Find and copy each line in the material below where the string "clipPath" occurs.

########################################

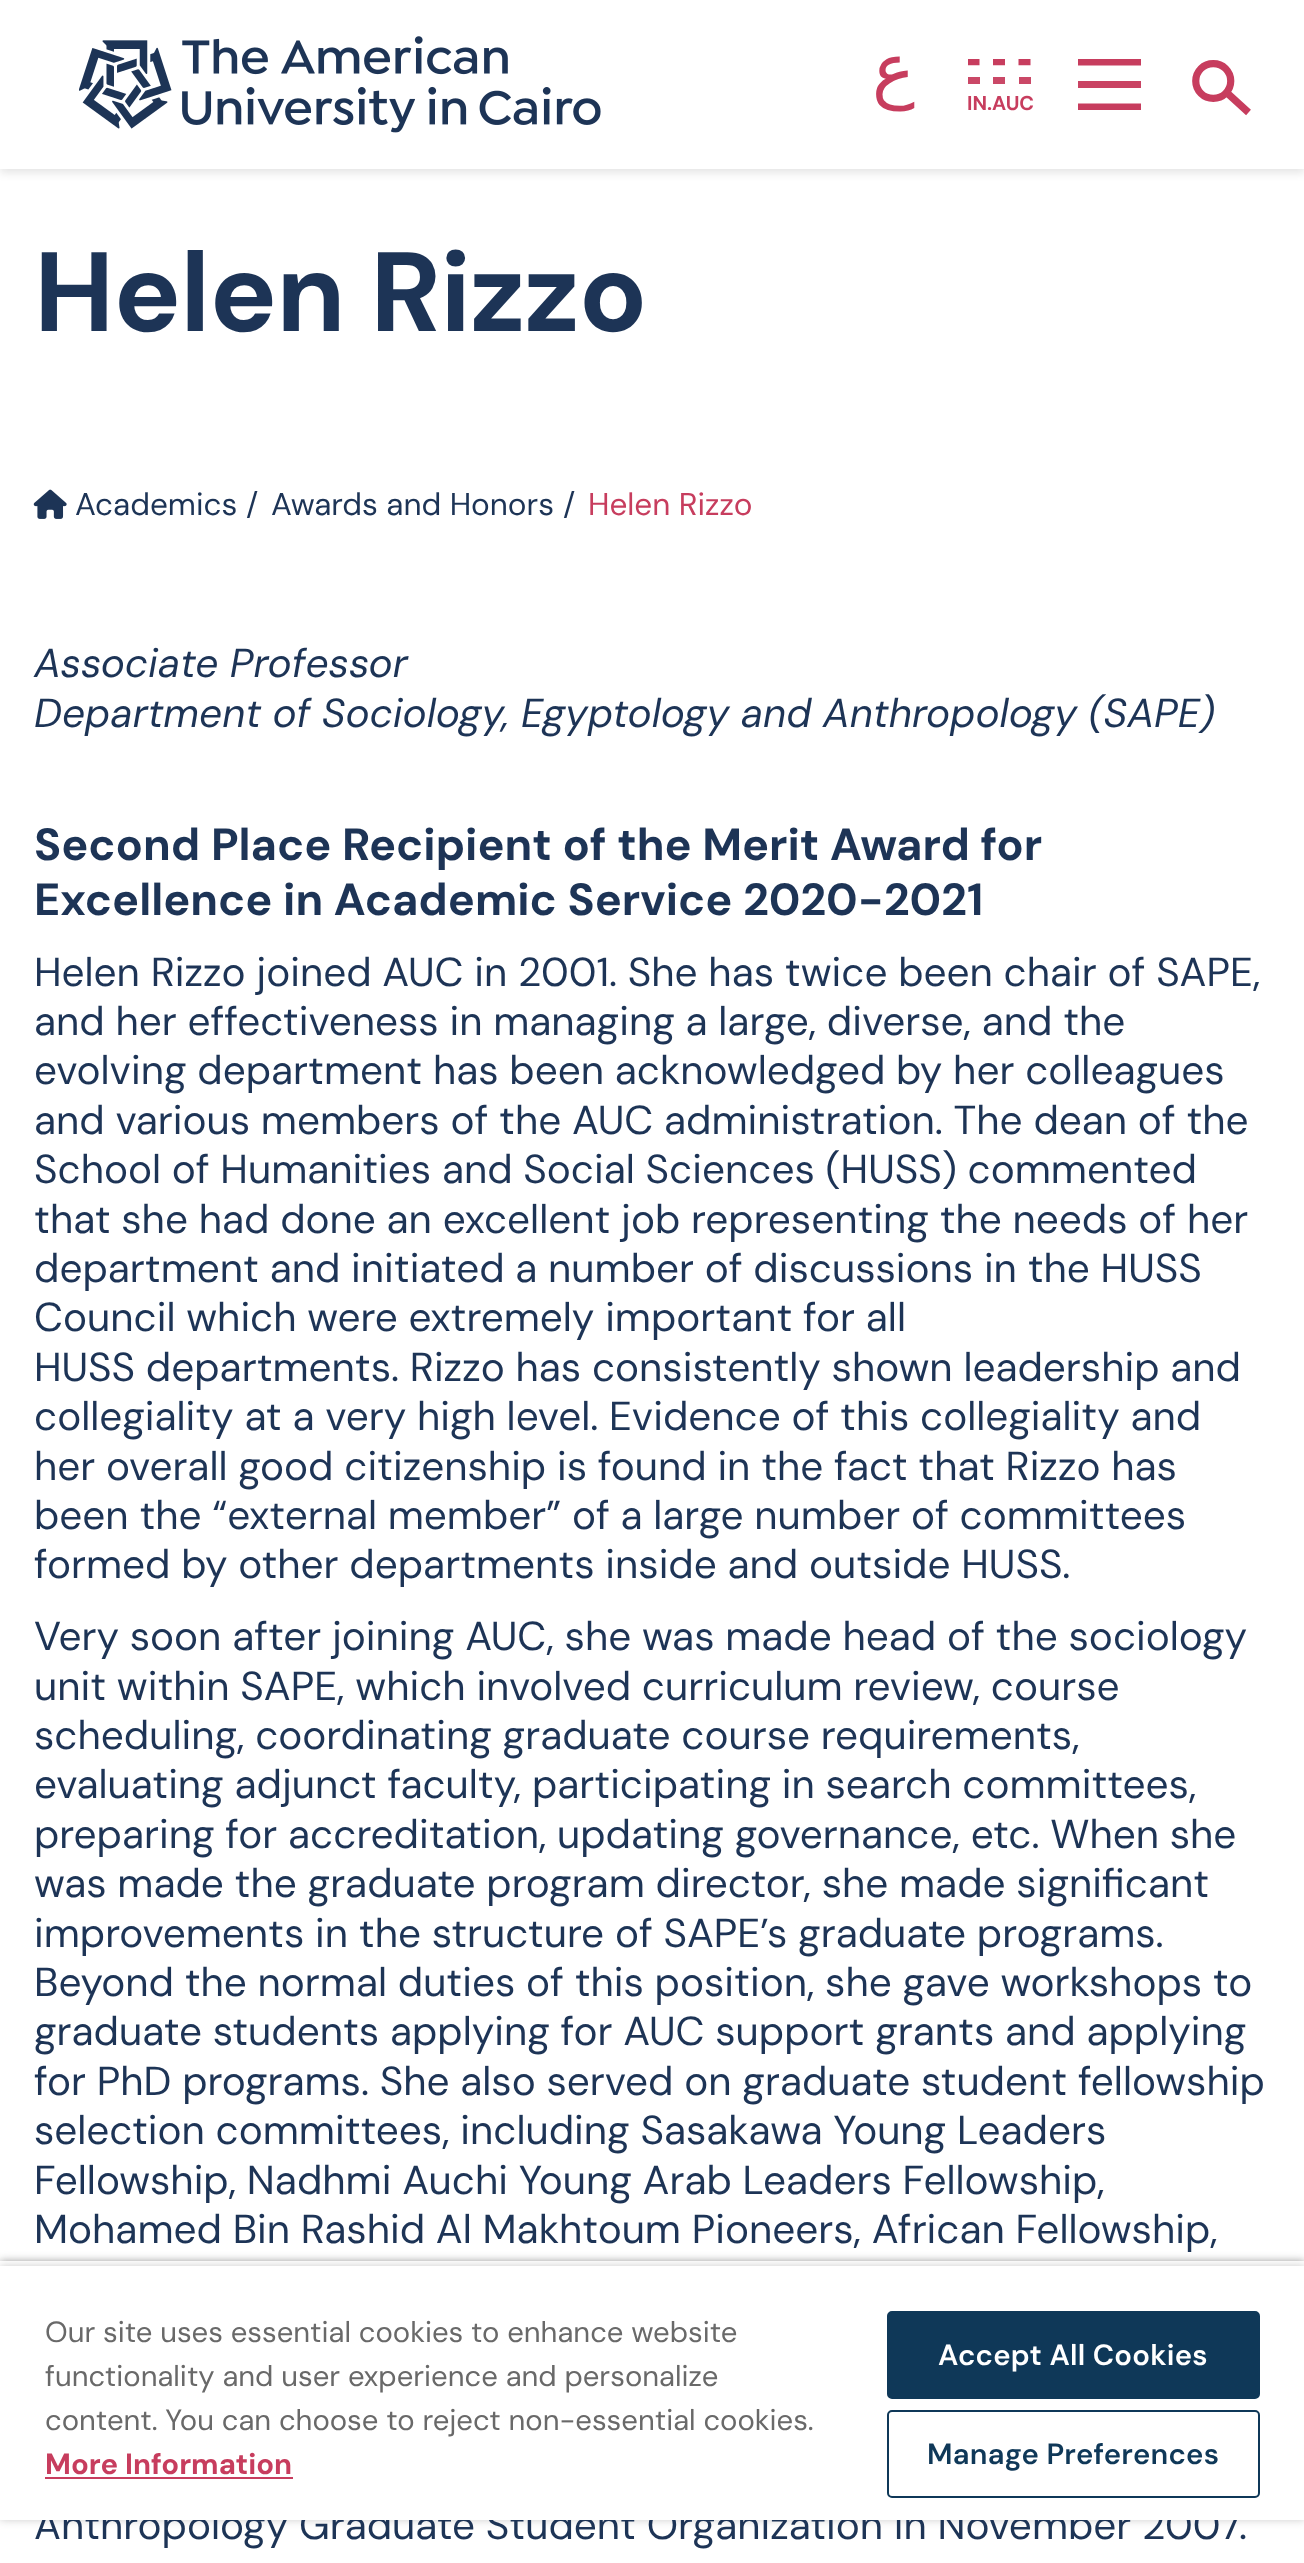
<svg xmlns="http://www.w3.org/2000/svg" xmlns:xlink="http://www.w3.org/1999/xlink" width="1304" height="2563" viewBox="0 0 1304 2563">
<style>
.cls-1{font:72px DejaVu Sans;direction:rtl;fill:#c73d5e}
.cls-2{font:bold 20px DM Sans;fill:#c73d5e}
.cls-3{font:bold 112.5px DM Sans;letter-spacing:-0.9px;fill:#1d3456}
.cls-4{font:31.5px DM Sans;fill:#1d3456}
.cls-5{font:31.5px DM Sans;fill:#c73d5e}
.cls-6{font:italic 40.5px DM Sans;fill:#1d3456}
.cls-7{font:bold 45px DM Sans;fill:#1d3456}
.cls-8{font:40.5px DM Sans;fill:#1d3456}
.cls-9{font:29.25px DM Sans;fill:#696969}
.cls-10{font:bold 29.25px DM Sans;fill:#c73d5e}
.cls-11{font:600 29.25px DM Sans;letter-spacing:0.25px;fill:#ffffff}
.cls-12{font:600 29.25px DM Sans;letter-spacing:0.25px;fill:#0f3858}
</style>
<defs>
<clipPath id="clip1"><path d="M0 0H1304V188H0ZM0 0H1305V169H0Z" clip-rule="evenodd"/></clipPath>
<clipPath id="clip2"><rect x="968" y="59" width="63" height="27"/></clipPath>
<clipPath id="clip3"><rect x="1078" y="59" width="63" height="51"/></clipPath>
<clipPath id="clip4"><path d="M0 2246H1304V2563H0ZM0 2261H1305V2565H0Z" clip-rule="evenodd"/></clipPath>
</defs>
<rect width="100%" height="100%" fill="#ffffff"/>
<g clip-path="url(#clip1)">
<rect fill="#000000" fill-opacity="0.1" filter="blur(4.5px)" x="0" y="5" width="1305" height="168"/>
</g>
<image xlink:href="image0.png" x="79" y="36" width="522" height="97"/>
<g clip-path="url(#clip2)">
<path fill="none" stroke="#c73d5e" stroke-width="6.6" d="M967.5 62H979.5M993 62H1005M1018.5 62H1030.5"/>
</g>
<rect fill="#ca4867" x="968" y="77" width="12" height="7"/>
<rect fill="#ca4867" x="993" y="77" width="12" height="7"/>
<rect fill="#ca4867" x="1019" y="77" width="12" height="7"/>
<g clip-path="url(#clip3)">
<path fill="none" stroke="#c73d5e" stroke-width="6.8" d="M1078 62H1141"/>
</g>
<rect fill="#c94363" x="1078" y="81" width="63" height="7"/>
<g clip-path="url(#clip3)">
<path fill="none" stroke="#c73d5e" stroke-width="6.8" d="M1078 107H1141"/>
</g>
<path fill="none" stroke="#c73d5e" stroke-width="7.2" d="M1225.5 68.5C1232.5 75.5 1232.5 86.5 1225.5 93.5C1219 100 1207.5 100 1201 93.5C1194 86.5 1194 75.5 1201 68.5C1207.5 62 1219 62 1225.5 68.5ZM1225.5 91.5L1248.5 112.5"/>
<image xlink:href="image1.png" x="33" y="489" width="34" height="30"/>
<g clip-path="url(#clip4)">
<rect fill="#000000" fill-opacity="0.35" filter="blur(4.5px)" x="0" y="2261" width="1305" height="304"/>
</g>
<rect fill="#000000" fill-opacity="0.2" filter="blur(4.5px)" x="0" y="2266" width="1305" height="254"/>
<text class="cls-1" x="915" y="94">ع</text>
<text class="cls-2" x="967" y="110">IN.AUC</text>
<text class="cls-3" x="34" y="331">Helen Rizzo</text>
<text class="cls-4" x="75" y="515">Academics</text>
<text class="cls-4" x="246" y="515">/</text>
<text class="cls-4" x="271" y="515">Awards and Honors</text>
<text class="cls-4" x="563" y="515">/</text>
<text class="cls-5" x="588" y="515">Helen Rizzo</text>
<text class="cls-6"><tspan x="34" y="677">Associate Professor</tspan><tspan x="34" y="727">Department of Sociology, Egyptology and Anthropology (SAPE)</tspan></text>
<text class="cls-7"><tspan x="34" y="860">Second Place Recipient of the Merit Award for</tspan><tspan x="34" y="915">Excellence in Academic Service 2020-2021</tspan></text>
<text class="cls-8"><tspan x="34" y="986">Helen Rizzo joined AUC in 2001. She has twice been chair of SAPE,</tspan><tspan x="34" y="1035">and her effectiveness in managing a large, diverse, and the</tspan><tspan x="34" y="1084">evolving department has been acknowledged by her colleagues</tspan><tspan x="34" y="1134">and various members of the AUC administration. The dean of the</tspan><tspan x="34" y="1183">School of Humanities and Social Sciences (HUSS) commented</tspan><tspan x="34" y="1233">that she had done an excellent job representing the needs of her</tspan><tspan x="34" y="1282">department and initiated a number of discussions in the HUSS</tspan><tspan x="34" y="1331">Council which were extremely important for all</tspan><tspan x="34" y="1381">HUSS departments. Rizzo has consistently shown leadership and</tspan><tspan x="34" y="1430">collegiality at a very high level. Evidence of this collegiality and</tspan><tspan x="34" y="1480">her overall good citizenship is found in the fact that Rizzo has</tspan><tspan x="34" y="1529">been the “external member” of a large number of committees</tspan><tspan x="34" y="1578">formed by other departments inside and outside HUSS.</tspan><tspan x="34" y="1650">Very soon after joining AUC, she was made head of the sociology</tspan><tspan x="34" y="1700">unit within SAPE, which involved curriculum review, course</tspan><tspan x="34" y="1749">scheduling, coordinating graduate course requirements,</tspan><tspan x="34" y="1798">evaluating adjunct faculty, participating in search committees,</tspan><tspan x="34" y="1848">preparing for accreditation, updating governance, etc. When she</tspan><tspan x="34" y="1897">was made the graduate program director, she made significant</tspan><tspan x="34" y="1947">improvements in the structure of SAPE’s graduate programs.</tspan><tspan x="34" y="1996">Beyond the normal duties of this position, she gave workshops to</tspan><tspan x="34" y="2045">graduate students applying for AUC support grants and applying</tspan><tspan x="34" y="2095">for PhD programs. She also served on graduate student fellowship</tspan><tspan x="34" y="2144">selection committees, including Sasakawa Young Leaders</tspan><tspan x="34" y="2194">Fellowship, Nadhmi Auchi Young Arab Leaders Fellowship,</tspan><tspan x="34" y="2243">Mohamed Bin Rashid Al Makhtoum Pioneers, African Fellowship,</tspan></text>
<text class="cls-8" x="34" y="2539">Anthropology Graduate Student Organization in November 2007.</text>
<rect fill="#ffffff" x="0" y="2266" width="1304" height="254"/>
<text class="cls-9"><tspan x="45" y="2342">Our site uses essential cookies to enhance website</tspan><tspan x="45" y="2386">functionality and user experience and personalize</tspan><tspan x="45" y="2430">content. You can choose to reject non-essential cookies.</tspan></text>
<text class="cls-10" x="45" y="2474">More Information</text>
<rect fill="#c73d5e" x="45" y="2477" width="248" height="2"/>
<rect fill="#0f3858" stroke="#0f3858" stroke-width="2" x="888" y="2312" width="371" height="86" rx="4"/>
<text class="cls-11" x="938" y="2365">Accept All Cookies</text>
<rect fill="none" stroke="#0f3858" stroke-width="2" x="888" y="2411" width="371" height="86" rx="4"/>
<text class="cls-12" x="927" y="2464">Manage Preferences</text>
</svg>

########################################

• Answer space:
<clipPath id="clip1"><path d="M0 0H1304V188H0ZM0 0H1305V169H0Z" clip-rule="evenodd"/></clipPath>
<clipPath id="clip2"><rect x="968" y="59" width="63" height="27"/></clipPath>
<clipPath id="clip3"><rect x="1078" y="59" width="63" height="51"/></clipPath>
<clipPath id="clip4"><path d="M0 2246H1304V2563H0ZM0 2261H1305V2565H0Z" clip-rule="evenodd"/></clipPath>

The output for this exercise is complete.